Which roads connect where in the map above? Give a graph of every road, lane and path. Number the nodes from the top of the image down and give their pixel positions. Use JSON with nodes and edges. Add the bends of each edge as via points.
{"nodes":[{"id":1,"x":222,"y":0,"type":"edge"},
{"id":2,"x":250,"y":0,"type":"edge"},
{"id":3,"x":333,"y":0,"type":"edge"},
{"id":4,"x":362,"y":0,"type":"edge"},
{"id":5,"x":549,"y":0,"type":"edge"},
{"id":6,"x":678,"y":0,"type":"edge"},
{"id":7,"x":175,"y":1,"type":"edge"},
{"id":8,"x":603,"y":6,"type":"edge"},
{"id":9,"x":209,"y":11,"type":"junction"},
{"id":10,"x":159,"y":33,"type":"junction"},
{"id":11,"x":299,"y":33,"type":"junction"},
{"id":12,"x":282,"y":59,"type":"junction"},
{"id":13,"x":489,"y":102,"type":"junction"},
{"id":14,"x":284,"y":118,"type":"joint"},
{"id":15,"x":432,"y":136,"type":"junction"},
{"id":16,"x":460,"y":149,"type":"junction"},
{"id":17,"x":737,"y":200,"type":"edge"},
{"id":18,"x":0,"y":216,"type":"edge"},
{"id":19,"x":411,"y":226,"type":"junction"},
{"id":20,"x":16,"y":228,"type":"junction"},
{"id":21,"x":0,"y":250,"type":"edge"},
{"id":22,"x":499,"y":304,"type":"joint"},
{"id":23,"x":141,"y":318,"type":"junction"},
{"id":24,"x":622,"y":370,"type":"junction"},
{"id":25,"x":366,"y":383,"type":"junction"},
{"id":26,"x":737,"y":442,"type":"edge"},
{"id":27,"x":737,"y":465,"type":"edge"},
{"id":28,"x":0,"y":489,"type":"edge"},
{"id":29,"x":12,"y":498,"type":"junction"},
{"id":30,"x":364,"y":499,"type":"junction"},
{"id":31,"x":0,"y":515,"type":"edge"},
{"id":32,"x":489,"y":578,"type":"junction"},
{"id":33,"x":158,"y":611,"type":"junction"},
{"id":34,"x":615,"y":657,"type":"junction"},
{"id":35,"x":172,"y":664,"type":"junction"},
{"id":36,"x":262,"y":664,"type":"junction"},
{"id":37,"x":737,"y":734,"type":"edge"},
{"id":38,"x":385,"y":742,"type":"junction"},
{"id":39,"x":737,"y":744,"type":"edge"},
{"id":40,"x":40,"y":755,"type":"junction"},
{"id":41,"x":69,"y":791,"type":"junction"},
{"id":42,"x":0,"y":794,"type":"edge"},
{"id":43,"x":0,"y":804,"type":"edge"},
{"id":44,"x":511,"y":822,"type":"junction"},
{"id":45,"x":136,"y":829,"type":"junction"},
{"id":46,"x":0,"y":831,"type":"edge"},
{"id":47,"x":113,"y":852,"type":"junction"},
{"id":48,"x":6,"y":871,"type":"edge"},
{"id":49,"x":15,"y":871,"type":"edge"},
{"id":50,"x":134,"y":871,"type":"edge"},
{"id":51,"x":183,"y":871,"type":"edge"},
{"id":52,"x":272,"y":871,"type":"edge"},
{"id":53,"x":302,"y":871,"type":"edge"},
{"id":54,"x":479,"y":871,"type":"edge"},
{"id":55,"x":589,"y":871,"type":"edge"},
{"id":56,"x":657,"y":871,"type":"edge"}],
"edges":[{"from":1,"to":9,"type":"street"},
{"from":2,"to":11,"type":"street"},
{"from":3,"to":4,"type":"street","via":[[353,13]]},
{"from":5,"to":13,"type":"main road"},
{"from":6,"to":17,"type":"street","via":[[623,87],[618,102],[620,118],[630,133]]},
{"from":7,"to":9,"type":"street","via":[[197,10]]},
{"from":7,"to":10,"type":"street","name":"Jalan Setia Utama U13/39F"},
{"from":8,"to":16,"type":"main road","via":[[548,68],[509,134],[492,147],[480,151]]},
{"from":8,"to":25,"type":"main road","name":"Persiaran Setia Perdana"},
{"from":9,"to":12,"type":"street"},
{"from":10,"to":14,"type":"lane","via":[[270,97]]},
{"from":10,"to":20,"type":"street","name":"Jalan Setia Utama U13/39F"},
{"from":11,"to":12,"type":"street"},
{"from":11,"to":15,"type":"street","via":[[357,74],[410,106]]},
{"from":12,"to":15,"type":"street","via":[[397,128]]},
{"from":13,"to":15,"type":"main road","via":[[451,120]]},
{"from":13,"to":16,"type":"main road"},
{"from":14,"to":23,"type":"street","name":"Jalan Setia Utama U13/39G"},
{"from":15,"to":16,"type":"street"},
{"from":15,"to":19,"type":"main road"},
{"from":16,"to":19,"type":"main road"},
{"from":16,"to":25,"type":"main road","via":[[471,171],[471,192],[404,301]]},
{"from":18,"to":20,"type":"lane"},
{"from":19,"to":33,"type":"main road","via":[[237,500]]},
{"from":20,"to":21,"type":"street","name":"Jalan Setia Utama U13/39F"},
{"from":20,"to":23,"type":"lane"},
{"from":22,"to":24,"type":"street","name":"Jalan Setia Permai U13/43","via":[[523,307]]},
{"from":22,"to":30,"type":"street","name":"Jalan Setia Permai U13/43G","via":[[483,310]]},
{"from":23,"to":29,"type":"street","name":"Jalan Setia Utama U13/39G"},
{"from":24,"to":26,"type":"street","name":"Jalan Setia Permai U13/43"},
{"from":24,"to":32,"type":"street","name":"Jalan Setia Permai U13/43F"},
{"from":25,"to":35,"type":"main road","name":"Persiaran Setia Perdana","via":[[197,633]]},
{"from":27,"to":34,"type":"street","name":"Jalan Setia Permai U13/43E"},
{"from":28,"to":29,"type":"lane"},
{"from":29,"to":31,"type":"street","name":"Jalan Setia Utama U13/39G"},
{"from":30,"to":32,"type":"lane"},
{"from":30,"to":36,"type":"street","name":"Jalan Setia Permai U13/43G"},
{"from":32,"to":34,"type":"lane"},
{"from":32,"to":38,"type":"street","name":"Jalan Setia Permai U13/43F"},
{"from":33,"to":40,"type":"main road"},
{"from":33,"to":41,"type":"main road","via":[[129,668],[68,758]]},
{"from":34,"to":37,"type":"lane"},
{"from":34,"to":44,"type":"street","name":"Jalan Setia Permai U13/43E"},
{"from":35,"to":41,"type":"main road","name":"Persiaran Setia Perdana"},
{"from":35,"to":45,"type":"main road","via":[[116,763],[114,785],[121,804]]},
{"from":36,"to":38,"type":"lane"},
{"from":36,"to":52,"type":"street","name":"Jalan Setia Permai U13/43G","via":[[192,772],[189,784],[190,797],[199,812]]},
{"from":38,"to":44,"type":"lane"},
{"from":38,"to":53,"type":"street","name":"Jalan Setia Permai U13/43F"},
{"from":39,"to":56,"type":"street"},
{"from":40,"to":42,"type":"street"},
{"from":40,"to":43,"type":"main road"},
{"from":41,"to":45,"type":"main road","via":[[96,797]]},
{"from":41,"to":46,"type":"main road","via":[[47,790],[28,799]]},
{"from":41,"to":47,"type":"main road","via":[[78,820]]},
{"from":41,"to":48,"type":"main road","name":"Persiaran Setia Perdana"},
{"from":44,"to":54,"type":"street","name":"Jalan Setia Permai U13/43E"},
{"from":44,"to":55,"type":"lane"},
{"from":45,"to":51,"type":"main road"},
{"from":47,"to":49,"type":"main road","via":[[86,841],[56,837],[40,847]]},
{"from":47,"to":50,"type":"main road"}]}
┄┄┄┄┄┄┄┄┄┄
## Work to be completed
Go through the listing and print each line exactly as it appears.

## Reply to the task
Which roads connect where in the map above? Give a graph of every road, lane and path. Number the nodes from the top of the image down and give their pixel positions. Use JSON with nodes and edges. Add the bends of each edge as via points.
{"nodes":[{"id":1,"x":222,"y":0,"type":"edge"},
{"id":2,"x":250,"y":0,"type":"edge"},
{"id":3,"x":333,"y":0,"type":"edge"},
{"id":4,"x":362,"y":0,"type":"edge"},
{"id":5,"x":549,"y":0,"type":"edge"},
{"id":6,"x":678,"y":0,"type":"edge"},
{"id":7,"x":175,"y":1,"type":"edge"},
{"id":8,"x":603,"y":6,"type":"edge"},
{"id":9,"x":209,"y":11,"type":"junction"},
{"id":10,"x":159,"y":33,"type":"junction"},
{"id":11,"x":299,"y":33,"type":"junction"},
{"id":12,"x":282,"y":59,"type":"junction"},
{"id":13,"x":489,"y":102,"type":"junction"},
{"id":14,"x":284,"y":118,"type":"joint"},
{"id":15,"x":432,"y":136,"type":"junction"},
{"id":16,"x":460,"y":149,"type":"junction"},
{"id":17,"x":737,"y":200,"type":"edge"},
{"id":18,"x":0,"y":216,"type":"edge"},
{"id":19,"x":411,"y":226,"type":"junction"},
{"id":20,"x":16,"y":228,"type":"junction"},
{"id":21,"x":0,"y":250,"type":"edge"},
{"id":22,"x":499,"y":304,"type":"joint"},
{"id":23,"x":141,"y":318,"type":"junction"},
{"id":24,"x":622,"y":370,"type":"junction"},
{"id":25,"x":366,"y":383,"type":"junction"},
{"id":26,"x":737,"y":442,"type":"edge"},
{"id":27,"x":737,"y":465,"type":"edge"},
{"id":28,"x":0,"y":489,"type":"edge"},
{"id":29,"x":12,"y":498,"type":"junction"},
{"id":30,"x":364,"y":499,"type":"junction"},
{"id":31,"x":0,"y":515,"type":"edge"},
{"id":32,"x":489,"y":578,"type":"junction"},
{"id":33,"x":158,"y":611,"type":"junction"},
{"id":34,"x":615,"y":657,"type":"junction"},
{"id":35,"x":172,"y":664,"type":"junction"},
{"id":36,"x":262,"y":664,"type":"junction"},
{"id":37,"x":737,"y":734,"type":"edge"},
{"id":38,"x":385,"y":742,"type":"junction"},
{"id":39,"x":737,"y":744,"type":"edge"},
{"id":40,"x":40,"y":755,"type":"junction"},
{"id":41,"x":69,"y":791,"type":"junction"},
{"id":42,"x":0,"y":794,"type":"edge"},
{"id":43,"x":0,"y":804,"type":"edge"},
{"id":44,"x":511,"y":822,"type":"junction"},
{"id":45,"x":136,"y":829,"type":"junction"},
{"id":46,"x":0,"y":831,"type":"edge"},
{"id":47,"x":113,"y":852,"type":"junction"},
{"id":48,"x":6,"y":871,"type":"edge"},
{"id":49,"x":15,"y":871,"type":"edge"},
{"id":50,"x":134,"y":871,"type":"edge"},
{"id":51,"x":183,"y":871,"type":"edge"},
{"id":52,"x":272,"y":871,"type":"edge"},
{"id":53,"x":302,"y":871,"type":"edge"},
{"id":54,"x":479,"y":871,"type":"edge"},
{"id":55,"x":589,"y":871,"type":"edge"},
{"id":56,"x":657,"y":871,"type":"edge"}],
"edges":[{"from":1,"to":9,"type":"street"},
{"from":2,"to":11,"type":"street"},
{"from":3,"to":4,"type":"street","via":[[353,13]]},
{"from":5,"to":13,"type":"main road"},
{"from":6,"to":17,"type":"street","via":[[623,87],[618,102],[620,118],[630,133]]},
{"from":7,"to":9,"type":"street","via":[[197,10]]},
{"from":7,"to":10,"type":"street","name":"Jalan Setia Utama U13/39F"},
{"from":8,"to":16,"type":"main road","via":[[548,68],[509,134],[492,147],[480,151]]},
{"from":8,"to":25,"type":"main road","name":"Persiaran Setia Perdana"},
{"from":9,"to":12,"type":"street"},
{"from":10,"to":14,"type":"lane","via":[[270,97]]},
{"from":10,"to":20,"type":"street","name":"Jalan Setia Utama U13/39F"},
{"from":11,"to":12,"type":"street"},
{"from":11,"to":15,"type":"street","via":[[357,74],[410,106]]},
{"from":12,"to":15,"type":"street","via":[[397,128]]},
{"from":13,"to":15,"type":"main road","via":[[451,120]]},
{"from":13,"to":16,"type":"main road"},
{"from":14,"to":23,"type":"street","name":"Jalan Setia Utama U13/39G"},
{"from":15,"to":16,"type":"street"},
{"from":15,"to":19,"type":"main road"},
{"from":16,"to":19,"type":"main road"},
{"from":16,"to":25,"type":"main road","via":[[471,171],[471,192],[404,301]]},
{"from":18,"to":20,"type":"lane"},
{"from":19,"to":33,"type":"main road","via":[[237,500]]},
{"from":20,"to":21,"type":"street","name":"Jalan Setia Utama U13/39F"},
{"from":20,"to":23,"type":"lane"},
{"from":22,"to":24,"type":"street","name":"Jalan Setia Permai U13/43","via":[[523,307]]},
{"from":22,"to":30,"type":"street","name":"Jalan Setia Permai U13/43G","via":[[483,310]]},
{"from":23,"to":29,"type":"street","name":"Jalan Setia Utama U13/39G"},
{"from":24,"to":26,"type":"street","name":"Jalan Setia Permai U13/43"},
{"from":24,"to":32,"type":"street","name":"Jalan Setia Permai U13/43F"},
{"from":25,"to":35,"type":"main road","name":"Persiaran Setia Perdana","via":[[197,633]]},
{"from":27,"to":34,"type":"street","name":"Jalan Setia Permai U13/43E"},
{"from":28,"to":29,"type":"lane"},
{"from":29,"to":31,"type":"street","name":"Jalan Setia Utama U13/39G"},
{"from":30,"to":32,"type":"lane"},
{"from":30,"to":36,"type":"street","name":"Jalan Setia Permai U13/43G"},
{"from":32,"to":34,"type":"lane"},
{"from":32,"to":38,"type":"street","name":"Jalan Setia Permai U13/43F"},
{"from":33,"to":40,"type":"main road"},
{"from":33,"to":41,"type":"main road","via":[[129,668],[68,758]]},
{"from":34,"to":37,"type":"lane"},
{"from":34,"to":44,"type":"street","name":"Jalan Setia Permai U13/43E"},
{"from":35,"to":41,"type":"main road","name":"Persiaran Setia Perdana"},
{"from":35,"to":45,"type":"main road","via":[[116,763],[114,785],[121,804]]},
{"from":36,"to":38,"type":"lane"},
{"from":36,"to":52,"type":"street","name":"Jalan Setia Permai U13/43G","via":[[192,772],[189,784],[190,797],[199,812]]},
{"from":38,"to":44,"type":"lane"},
{"from":38,"to":53,"type":"street","name":"Jalan Setia Permai U13/43F"},
{"from":39,"to":56,"type":"street"},
{"from":40,"to":42,"type":"street"},
{"from":40,"to":43,"type":"main road"},
{"from":41,"to":45,"type":"main road","via":[[96,797]]},
{"from":41,"to":46,"type":"main road","via":[[47,790],[28,799]]},
{"from":41,"to":47,"type":"main road","via":[[78,820]]},
{"from":41,"to":48,"type":"main road","name":"Persiaran Setia Perdana"},
{"from":44,"to":54,"type":"street","name":"Jalan Setia Permai U13/43E"},
{"from":44,"to":55,"type":"lane"},
{"from":45,"to":51,"type":"main road"},
{"from":47,"to":49,"type":"main road","via":[[86,841],[56,837],[40,847]]},
{"from":47,"to":50,"type":"main road"}]}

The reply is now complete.